The standout track for me is “Ode”, hooking the listener with a solid guitar groove and harsh chords. The fast pace and constant flood of background samples create a noisy, anxious sound – as though STOMACH BOOK is treading water, barely keeping herself in check. The vocals in this one are perhaps the most unhinged so far, with lines like “you know those cigarettes are gonna murder you someday” spat out in an almost mocking tone. The music begs to be understood, with every aspect of the production showing all the unfiltered emotions she wants to convey – it’s hard to look away. She explains that the album “began in between panic attacks in my dorm room at college”, which is the exact atmosphere the music brings to mind. With every listen, I’m taken to the exact headspace the music was written in, as though I’m right there with her. There’s a sense of catharsis in this, as STOMACH BOOK herself put it. Her effort to shine a light on dark subjects and express her fears and insecurities is commendable, and even empowering at times. The music itself seems to understand this, with bombastic brass and wailing shoegaze guitars lifting up the final chorus of “Ode”. The stress and anxiety is still there, but the focus is on releasing and celebrating those feelings, rather than burying them.
You would be forgiven for thinking brass, shoegaze guitars, reed organs, or any of the plethora of instruments STOMACH BOOK uses would clash with the Emo sound. This seems to be a conscious effort on her part to introduce fresher and weirder sounds to the genre. There has been a movement, especially in 5th Wave Emo, to bring new life to the genre through genre-mixing and experimentation.

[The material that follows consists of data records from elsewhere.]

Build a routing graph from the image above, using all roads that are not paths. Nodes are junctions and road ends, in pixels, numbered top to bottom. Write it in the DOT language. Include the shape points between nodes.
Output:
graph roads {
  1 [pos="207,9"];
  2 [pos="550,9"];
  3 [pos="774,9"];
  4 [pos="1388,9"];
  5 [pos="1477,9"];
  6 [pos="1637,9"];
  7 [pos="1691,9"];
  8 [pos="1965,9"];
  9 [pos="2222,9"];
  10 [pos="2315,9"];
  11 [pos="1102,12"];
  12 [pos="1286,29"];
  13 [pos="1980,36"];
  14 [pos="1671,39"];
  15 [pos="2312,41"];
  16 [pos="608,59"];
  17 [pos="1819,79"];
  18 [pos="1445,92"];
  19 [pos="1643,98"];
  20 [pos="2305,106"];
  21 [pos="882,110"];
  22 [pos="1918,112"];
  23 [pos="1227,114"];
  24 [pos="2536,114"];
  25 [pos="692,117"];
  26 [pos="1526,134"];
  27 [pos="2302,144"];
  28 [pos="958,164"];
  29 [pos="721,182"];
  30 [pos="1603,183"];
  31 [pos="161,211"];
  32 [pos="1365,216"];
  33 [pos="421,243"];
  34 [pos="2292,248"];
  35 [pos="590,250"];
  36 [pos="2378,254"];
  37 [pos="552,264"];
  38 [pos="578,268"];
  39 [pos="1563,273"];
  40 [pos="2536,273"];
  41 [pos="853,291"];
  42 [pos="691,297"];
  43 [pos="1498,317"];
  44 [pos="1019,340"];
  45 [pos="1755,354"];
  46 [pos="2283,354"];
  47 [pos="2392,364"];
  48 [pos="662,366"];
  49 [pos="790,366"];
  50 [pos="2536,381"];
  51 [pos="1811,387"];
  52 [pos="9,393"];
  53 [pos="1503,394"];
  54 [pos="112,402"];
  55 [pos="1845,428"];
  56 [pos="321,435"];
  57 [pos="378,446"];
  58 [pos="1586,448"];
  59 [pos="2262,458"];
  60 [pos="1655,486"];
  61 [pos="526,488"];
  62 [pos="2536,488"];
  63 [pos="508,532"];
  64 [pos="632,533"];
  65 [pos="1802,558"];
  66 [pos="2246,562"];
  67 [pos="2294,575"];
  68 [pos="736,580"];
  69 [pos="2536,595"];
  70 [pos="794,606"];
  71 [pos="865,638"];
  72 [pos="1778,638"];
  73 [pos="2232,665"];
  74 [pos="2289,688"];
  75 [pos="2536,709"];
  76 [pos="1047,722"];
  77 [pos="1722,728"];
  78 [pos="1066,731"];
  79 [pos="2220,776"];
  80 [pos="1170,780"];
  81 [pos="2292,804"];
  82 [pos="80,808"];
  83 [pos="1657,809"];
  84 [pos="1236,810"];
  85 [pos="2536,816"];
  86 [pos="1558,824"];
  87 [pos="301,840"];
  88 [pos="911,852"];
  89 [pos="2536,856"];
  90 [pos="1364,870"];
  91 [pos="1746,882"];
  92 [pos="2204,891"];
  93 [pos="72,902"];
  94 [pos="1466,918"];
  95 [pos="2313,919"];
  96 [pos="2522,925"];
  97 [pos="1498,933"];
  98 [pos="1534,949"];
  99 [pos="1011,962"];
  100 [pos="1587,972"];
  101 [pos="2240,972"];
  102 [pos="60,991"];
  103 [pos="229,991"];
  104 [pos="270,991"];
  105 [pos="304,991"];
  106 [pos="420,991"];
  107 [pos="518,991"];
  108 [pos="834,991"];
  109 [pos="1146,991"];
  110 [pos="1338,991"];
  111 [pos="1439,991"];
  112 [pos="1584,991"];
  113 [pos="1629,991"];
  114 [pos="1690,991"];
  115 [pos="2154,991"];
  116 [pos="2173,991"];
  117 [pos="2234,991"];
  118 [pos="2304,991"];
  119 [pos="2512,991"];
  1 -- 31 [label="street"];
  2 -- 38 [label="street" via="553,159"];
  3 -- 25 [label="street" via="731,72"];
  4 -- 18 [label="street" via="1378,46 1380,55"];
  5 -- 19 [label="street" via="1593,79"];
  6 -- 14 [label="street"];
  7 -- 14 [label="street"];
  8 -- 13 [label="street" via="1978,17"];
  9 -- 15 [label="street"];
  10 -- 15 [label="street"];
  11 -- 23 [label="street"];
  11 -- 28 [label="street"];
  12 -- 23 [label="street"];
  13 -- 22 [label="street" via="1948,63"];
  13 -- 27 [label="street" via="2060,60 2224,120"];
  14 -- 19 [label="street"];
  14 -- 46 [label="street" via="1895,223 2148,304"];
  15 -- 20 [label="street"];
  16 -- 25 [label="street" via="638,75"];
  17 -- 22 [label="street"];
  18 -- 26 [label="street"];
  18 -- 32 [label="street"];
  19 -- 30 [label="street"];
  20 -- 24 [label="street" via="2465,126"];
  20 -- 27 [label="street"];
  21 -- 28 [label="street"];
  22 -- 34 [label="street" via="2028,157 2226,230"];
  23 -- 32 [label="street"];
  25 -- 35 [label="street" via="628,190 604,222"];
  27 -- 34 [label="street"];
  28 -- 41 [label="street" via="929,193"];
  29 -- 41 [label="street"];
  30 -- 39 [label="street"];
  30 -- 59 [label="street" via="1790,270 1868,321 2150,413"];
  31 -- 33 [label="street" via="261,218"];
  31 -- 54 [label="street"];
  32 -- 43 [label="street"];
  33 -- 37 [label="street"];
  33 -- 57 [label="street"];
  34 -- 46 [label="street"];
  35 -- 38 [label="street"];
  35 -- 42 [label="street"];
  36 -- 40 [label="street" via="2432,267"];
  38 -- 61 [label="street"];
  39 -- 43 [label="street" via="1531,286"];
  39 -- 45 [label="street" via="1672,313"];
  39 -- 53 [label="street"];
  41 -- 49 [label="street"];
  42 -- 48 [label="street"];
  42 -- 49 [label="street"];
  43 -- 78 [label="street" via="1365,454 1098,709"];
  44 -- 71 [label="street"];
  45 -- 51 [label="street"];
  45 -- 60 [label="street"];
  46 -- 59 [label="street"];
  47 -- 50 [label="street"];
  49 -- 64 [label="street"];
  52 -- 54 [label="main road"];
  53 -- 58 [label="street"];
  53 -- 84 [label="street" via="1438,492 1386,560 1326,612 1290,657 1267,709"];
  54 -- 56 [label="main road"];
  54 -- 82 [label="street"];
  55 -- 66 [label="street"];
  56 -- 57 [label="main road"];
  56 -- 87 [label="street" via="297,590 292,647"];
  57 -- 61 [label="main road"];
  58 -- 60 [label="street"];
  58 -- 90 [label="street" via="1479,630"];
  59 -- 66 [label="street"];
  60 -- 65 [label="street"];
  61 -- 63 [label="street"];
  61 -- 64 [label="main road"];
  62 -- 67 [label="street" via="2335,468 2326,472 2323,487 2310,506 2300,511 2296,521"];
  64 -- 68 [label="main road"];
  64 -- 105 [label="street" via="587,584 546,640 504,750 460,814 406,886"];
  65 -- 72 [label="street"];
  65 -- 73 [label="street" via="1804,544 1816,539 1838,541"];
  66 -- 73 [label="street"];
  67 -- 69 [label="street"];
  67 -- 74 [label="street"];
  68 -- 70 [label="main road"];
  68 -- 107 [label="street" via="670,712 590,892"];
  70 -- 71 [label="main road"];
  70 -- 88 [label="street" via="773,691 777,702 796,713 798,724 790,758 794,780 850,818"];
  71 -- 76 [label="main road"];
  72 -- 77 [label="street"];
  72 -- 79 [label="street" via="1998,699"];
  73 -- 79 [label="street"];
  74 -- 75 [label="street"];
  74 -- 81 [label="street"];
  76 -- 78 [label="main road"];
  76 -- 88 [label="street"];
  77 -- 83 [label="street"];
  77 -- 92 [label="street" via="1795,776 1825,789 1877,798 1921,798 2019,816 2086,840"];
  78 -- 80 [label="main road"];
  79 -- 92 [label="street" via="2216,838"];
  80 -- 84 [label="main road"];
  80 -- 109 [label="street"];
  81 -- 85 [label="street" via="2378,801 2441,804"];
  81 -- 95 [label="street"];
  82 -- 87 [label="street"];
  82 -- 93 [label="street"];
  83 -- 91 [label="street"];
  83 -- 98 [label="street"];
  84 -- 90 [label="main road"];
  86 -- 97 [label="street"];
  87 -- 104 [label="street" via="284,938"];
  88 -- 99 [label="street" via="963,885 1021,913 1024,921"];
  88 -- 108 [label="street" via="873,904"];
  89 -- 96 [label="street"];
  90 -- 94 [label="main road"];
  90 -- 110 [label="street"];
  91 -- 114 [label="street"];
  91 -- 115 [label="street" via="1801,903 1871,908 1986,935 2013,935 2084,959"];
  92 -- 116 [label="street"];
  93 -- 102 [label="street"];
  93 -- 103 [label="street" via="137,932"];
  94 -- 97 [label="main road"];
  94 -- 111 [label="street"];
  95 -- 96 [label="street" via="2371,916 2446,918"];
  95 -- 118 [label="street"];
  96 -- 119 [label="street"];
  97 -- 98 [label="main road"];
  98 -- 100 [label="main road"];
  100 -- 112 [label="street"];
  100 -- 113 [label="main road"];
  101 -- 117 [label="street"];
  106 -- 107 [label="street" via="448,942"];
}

Popular bands like Glass Beach or Twinkle Park have brought orchestral instruments to the mix, with some songs taking a further step towards chiptune and synth-pop. Similarly, artists like Weatherday, who famously recorded an entire album on an iPhone, have helped open the floodgates for bedroom producers and independent youths to shout their feelings out online. STOMACH BOOK stands at the crossroads here, crafting her own niche in the genre by expanding the musical palette to include baroque instruments, glitchy samples, and childlike recorders and music boxes. She brings a folk sound to emo – perhaps as part of her ethos to make music that is communal and shared.
A fair comparison would be the music of Kenshi Yonezu, one of STOMACH BOOK’s main inspirations. Both artists create a carnival-esque atmosphere, with marching-band drums and polka rhythms. The song “Our Story” shows this well, the traditional emo guitars and drums juxtaposing the swelling reed organs, twinkling glockenspiel, and flamenco-like guitar. In particular the lyrics “they’d cut up my stomach and fill it with stones” bring to mind some sort of twisted nursery rhyme, sung with an innocent air. It would be hard to pinpoint any one genre as a direct influence, as the album moves through many timbres and writing styles with ease, essentially creating something entirely new. In one album, STOMACH BOOK establishes her own niche, and fills it with enough fresh and engaging music to define herself as someone to watch out for in the scene. I’m already obsessed, and I’m sure her debut album will be one I return to for years to come.
Listen to “STOMACH BOOK” here.
– Gray (@polygoncove) (Staff Writer)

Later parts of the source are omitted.